Dette publique : les cigales et les fourmis

23/08/2023

Patrick AULNAS

L’accumulation d’une dette publique massive par les États n’est pas une nouveauté. Les gouvernants ont toujours eu une propension à dépenser plus que les recettes fiscales ne le permettaient. Les guerres pouvaient historiquement provoquer un endettement très lourd. Aujourd’hui, ce sont des pays riches, en paix et principalement démocratiques qui croulent sous les dettes. Pourquoi ?

 

La démagogie redistributive

La Banque mondiale donne la liste des dettes publiques de la plupart des pays du monde. Pour 2021, 16 pays ont une dette supérieure à 100% du PIB dont 7 pays riches et démocratiques, à savoir : Belgique (109,2%), Espagne (135,8%), États-Unis (120,4%), France (116,5%), Grèce (237,1%), Japon (217,6%), Royaume-Uni (186,5%).

Les regroupements statistiques de la Banque mondiale indiquent clairement que ce sont les pays riches qui s’endettent le plus. Ainsi, la dette publique de l’Amérique du Nord est de 115,6% du PIB et celle de l’Amérique latine de 70,3%. L’Asie du Sud se situe à 46,6%, mais l’OCDE à 122,3%. Les « pays à revenu élevé » ont une dette publique de 127,8%.

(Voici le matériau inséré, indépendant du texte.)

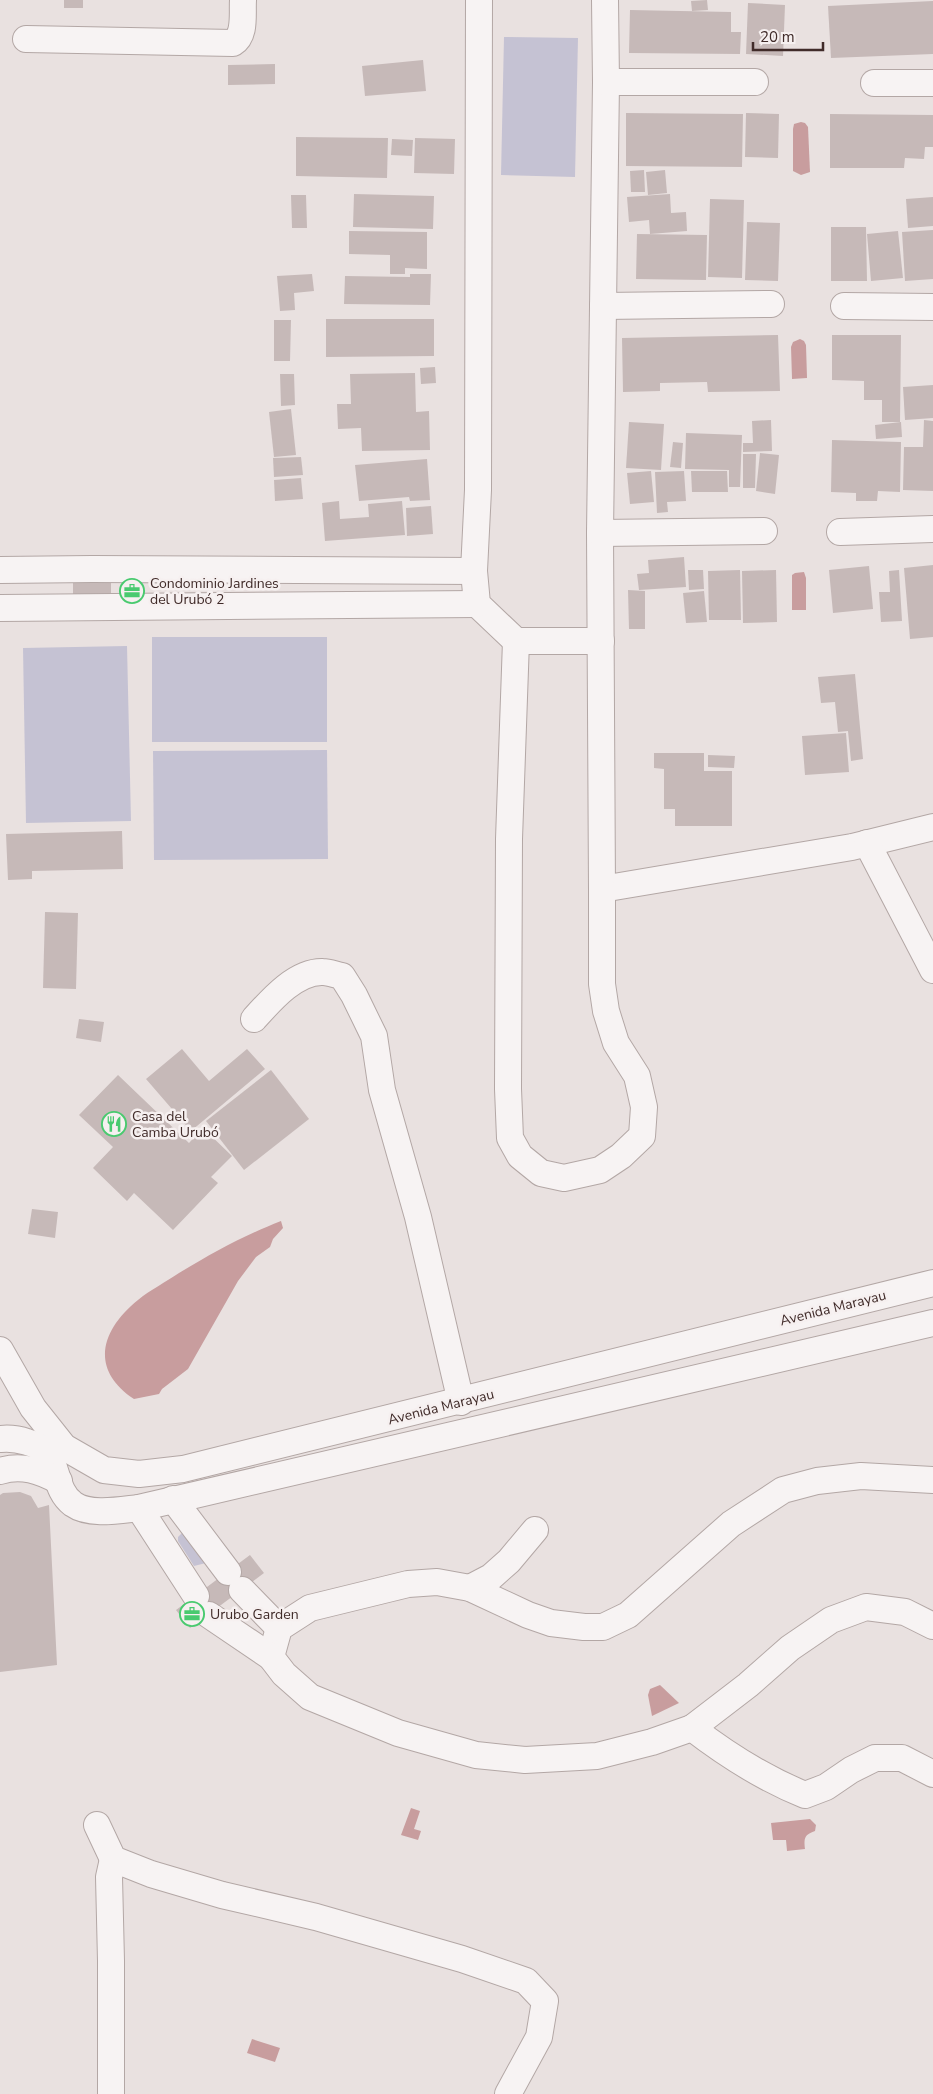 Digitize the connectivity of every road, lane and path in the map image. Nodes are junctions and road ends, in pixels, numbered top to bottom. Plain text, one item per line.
1 (243, 0) edge
2 (479, 0) edge
3 (606, 0) edge
4 (26, 39) dead end
5 (606, 82) junction
6 (755, 82) dead end
7 (874, 83) dead end
8 (933, 83) edge
9 (771, 304) dead end
10 (603, 306) junction
11 (844, 306) dead end
12 (933, 307) edge
13 (933, 529) edge
14 (764, 531) dead end
15 (840, 532) dead end
16 (600, 533) junction
17 (0, 570) edge
18 (474, 571) junction
19 (478, 604) junction
20 (0, 608) edge
21 (601, 640) junction
22 (516, 641) junction
23 (933, 827) edge
24 (867, 843) junction
25 (602, 889) junction
26 (933, 970) edge
27 (254, 1019) dead end
28 (933, 1283) edge
29 (933, 1323) edge
30 (0, 1350) edge
31 (461, 1402) junction
32 (0, 1439) edge
33 (0, 1471) edge
34 (933, 1480) edge
35 (59, 1481) junction
36 (173, 1499) junction
37 (139, 1508) junction
38 (535, 1530) dead end
39 (470, 1588) junction
40 (933, 1626) edge
41 (279, 1628) junction
42 (271, 1656) junction
43 (692, 1728) junction
44 (933, 1774) edge
45 (96, 1825) dead end
46 (113, 1859) junction
47 (111, 2094) edge
48 (508, 2094) edge

1 - 4 street
2 - 18 street
3 - 5 street
5 - 6 street
5 - 10 street
7 - 8 street
9 - 10 street
10 - 16 street
11 - 12 street
13 - 15 street
14 - 16 street
16 - 21 street
17 - 18 street
18 - 19 street
19 - 20 street
19 - 22 street
21 - 22 street
21 - 25 street
22 - 25 street
23 - 24 street
24 - 25 street
24 - 26 street
27 - 31 street
28 - 31 street, Avenida Marayau
29 - 36 street
30 - 31 street, Avenida Marayau
32 - 35 street
33 - 35 street
34 - 39 street
35 - 37 street
36 - 37 street
36 - 41 street
37 - 42 street
38 - 39 street
39 - 41 street
40 - 43 street
41 - 42 street
42 - 43 street
43 - 44 street
45 - 46 street
46 - 47 street
46 - 48 street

On ne prête qu’aux riches. Il est donc possible d’expliquer l’endettement des riches par la garantie de remboursement qu’ils offrent. Mais le comportement démagogique des politiciens des pays riches ne peut pas être exclu. Les élections sont devenues des concours de promesses coûteuses. Depuis que l’interventionnisme public dans les domaines économique et social est la règle, il est impossible pour un politicien de résister à la surenchère dépensière. L’extrême-droite elle-même est devenue « sociale ». L’adjectif a désormais une acception financière : arroser sa clientèle électorale par la dépense publique. Le « social » s’aligne sur l’intérêt des partis.

 

La procédure de vote du budget de l’État : d’abord les dépenses

Le processus législatif de vote du budget de l’État conduit aussi à creuser les déficits. Dans la plupart des États, on vote d’abord les dépenses, ensuite les recettes. Lorsque l’habitude du déficit est prise, on ne trouve à peu près personne parmi les élus des assemblées législatives pour prôner l’équilibre. On le comprend aisément. Augmenter les impôts pour les placer au niveau des dépenses conduirait à une révolution. Diminuer les dépenses pour les ramener au  niveau des impôts perçus aboutirait à des révocations massives de fonctionnaires et à des coupes douloureuses dans les dépenses sociales. Personne ne veut s’y risquer.

D’où le déficit financé par l’emprunt. D’où, depuis le milieu des années 1970 des budgets toujours déficitaires en France. Le déficit étant financé par l’emprunt, la dette publique s’accumule.

 

La dette « roule », mais jusqu’à quand ?

Certes, la dette publique augmente depuis des décennies. Mais en réalité, elle « roule ». Cela signifie que le capital emprunté, par exemple cinq ans auparavant, est remboursé en empruntant à nouveau. Ce qui importe, tant que le pays a la confiance des prêteurs, c’est la charge de la dette, c’est-à-dire les intérêts à payer. Le niveau des taux d’intérêt est donc un élément essentiel pour les États. S’ils sont très bas et voisinent zéro, la dette ne pèse pas sur les comptes publics. Le site FIPECO indique que, pour la France, « de 2010 à 2020, la charge d’intérêt a baissé de 20 Md€ alors que la dette a augmenté de 770 Md€ de fin 2009 à fin 2019 ».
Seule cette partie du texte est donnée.